What needs to be done:
Needed from the data below: all lines that contain the word "then".

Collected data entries
*-*-*

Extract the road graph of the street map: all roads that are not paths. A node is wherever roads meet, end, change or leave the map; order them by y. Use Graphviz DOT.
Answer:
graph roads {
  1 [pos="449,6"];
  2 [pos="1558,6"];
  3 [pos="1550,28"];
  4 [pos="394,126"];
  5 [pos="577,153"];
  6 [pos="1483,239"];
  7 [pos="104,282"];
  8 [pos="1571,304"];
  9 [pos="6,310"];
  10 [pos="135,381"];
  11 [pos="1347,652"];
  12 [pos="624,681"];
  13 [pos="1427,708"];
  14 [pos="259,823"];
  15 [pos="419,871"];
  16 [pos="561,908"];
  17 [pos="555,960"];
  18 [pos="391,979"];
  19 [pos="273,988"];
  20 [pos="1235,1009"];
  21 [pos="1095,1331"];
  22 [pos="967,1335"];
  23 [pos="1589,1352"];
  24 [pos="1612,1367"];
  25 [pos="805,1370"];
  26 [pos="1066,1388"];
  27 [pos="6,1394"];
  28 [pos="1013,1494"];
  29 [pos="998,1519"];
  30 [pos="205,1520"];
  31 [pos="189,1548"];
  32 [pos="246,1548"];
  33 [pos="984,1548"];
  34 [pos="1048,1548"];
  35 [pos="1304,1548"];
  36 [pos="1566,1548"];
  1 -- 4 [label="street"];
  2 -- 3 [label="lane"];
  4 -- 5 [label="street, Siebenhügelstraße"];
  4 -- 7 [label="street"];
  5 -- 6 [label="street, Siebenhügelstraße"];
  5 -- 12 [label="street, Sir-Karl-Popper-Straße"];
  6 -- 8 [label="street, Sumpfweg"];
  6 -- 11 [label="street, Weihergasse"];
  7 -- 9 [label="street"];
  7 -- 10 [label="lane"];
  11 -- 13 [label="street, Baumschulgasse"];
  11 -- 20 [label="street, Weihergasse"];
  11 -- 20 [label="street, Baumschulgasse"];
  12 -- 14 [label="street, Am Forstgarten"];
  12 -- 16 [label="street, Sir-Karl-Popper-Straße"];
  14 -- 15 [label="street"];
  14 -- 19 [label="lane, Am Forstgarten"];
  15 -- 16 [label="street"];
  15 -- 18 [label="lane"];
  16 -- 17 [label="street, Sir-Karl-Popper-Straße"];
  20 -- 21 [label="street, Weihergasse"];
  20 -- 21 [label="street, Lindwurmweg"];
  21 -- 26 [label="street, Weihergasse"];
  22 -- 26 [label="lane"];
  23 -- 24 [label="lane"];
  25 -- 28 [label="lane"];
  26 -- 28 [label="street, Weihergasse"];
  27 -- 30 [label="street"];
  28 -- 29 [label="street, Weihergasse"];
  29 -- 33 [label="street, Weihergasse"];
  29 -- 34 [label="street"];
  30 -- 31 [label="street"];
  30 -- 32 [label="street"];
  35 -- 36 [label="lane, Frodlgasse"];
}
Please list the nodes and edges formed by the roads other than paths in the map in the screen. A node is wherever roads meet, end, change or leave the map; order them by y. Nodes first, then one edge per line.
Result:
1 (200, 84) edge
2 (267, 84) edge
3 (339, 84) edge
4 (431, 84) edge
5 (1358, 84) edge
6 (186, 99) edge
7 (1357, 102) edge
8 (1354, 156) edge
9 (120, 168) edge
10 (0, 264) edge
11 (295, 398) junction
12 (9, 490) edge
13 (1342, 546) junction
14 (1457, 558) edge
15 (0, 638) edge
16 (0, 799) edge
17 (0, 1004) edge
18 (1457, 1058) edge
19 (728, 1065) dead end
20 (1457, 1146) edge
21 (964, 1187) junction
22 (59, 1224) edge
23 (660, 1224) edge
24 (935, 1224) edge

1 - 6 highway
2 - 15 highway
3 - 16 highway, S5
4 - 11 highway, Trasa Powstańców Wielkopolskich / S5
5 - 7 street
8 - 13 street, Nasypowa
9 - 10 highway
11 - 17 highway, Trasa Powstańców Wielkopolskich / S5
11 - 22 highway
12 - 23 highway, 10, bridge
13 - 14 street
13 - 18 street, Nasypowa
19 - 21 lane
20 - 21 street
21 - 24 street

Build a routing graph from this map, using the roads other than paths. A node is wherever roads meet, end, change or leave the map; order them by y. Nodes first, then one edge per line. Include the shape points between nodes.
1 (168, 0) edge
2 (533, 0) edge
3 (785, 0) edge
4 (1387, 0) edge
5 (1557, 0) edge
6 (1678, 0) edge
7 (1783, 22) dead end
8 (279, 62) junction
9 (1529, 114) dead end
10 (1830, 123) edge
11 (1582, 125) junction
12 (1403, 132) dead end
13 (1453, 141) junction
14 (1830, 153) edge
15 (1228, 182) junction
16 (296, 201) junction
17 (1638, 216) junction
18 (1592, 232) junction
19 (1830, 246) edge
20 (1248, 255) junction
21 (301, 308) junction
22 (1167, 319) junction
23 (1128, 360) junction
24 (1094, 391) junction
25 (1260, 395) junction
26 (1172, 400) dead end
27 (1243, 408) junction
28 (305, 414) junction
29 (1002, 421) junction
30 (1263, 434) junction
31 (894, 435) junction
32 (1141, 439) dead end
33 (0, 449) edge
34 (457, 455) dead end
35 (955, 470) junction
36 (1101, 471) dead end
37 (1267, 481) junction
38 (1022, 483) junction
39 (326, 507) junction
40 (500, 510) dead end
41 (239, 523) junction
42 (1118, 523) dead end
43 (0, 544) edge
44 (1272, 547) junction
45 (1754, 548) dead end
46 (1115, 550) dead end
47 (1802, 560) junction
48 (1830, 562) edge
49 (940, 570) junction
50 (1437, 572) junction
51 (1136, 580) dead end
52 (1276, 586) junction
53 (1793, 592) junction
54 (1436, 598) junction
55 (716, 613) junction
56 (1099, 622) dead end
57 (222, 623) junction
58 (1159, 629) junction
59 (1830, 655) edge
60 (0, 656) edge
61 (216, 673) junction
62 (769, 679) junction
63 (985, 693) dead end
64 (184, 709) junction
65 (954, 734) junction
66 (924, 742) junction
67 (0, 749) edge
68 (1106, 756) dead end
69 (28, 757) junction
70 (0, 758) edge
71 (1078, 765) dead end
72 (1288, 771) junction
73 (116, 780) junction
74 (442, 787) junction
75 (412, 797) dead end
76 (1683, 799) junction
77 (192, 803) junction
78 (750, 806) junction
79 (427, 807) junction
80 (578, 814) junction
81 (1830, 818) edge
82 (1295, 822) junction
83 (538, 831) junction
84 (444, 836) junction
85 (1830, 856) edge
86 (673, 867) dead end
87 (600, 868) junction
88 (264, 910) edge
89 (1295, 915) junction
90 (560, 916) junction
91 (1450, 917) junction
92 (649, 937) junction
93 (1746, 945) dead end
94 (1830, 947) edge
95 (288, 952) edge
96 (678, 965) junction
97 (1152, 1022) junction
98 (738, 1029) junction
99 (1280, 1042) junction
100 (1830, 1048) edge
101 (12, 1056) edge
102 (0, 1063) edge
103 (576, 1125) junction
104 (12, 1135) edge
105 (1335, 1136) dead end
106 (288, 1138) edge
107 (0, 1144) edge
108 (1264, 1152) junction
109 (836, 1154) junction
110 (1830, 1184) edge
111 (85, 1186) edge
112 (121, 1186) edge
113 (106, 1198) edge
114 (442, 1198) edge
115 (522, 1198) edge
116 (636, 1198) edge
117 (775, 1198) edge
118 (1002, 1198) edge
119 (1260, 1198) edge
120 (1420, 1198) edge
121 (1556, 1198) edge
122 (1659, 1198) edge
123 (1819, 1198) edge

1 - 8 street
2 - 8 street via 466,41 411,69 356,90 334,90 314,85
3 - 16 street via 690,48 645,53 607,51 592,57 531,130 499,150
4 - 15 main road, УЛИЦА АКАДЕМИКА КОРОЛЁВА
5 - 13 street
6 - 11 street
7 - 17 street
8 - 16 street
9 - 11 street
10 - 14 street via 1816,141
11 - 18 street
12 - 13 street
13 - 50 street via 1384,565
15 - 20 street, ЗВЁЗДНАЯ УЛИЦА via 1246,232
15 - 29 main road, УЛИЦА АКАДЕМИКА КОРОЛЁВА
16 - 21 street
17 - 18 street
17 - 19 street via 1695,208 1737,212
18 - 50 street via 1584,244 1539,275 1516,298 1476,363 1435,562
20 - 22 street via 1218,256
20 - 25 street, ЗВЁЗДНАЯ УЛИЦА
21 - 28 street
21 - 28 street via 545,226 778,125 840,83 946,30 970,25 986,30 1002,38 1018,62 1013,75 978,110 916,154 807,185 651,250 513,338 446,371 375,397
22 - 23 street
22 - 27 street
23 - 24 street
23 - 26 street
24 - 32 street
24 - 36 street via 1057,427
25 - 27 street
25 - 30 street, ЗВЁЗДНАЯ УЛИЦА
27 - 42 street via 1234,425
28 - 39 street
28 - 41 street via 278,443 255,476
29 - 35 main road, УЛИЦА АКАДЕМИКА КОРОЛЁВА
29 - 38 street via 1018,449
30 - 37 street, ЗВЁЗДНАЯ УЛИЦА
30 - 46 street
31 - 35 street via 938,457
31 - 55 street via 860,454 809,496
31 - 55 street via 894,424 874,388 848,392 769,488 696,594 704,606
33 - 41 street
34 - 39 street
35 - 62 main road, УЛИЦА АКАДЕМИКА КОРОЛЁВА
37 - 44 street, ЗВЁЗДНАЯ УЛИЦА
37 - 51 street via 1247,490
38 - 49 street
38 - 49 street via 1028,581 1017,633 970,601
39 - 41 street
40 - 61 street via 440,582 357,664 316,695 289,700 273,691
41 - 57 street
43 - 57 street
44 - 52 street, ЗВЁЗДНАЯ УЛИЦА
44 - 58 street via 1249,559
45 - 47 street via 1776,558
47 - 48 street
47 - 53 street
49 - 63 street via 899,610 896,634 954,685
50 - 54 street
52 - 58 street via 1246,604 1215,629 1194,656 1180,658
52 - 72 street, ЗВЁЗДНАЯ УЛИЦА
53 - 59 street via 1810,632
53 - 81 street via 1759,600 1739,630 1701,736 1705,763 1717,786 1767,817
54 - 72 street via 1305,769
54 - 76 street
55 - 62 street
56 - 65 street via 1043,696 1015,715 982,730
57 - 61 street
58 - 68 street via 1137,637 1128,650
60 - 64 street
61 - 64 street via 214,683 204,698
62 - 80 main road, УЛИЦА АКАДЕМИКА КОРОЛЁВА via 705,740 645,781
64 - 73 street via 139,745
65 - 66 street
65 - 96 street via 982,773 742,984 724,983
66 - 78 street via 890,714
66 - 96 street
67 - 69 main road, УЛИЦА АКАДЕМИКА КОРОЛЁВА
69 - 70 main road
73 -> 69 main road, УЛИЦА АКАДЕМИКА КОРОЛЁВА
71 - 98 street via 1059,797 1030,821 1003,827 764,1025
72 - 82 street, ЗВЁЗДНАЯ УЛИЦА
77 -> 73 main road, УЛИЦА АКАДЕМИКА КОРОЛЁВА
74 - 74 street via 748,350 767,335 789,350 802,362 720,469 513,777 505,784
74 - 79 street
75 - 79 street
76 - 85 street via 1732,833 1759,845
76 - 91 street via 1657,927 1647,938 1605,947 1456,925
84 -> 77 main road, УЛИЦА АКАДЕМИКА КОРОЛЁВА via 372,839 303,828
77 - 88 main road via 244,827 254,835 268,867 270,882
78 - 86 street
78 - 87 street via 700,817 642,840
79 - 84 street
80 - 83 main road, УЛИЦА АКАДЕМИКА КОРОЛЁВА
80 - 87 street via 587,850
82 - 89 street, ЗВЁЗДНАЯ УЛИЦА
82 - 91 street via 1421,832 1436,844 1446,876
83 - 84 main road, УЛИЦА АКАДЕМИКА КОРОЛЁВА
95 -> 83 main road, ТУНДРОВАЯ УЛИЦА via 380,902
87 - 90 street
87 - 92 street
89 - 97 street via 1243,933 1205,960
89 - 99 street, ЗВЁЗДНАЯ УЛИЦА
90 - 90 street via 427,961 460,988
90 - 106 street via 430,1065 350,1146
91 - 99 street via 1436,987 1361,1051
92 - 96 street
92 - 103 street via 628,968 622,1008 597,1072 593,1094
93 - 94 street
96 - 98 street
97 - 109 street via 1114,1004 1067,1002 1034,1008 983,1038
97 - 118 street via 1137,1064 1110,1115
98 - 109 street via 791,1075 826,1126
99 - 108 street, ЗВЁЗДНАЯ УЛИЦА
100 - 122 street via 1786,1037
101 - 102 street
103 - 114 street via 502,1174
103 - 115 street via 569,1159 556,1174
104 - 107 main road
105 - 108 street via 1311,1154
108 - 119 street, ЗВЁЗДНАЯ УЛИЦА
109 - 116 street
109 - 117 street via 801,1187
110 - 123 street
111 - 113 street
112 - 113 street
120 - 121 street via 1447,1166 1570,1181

*-*-*

Solution to this exercise:
Please list the nodes and edges formed by the roads other than paths in the map in the screen. A node is wherever roads meet, end, change or leave the map; order them by y. Nodes first, then one edge per line.
Build a routing graph from this map, using the roads other than paths. A node is wherever roads meet, end, change or leave the map; order them by y. Nodes first, then one edge per line. Include the shape points between nodes.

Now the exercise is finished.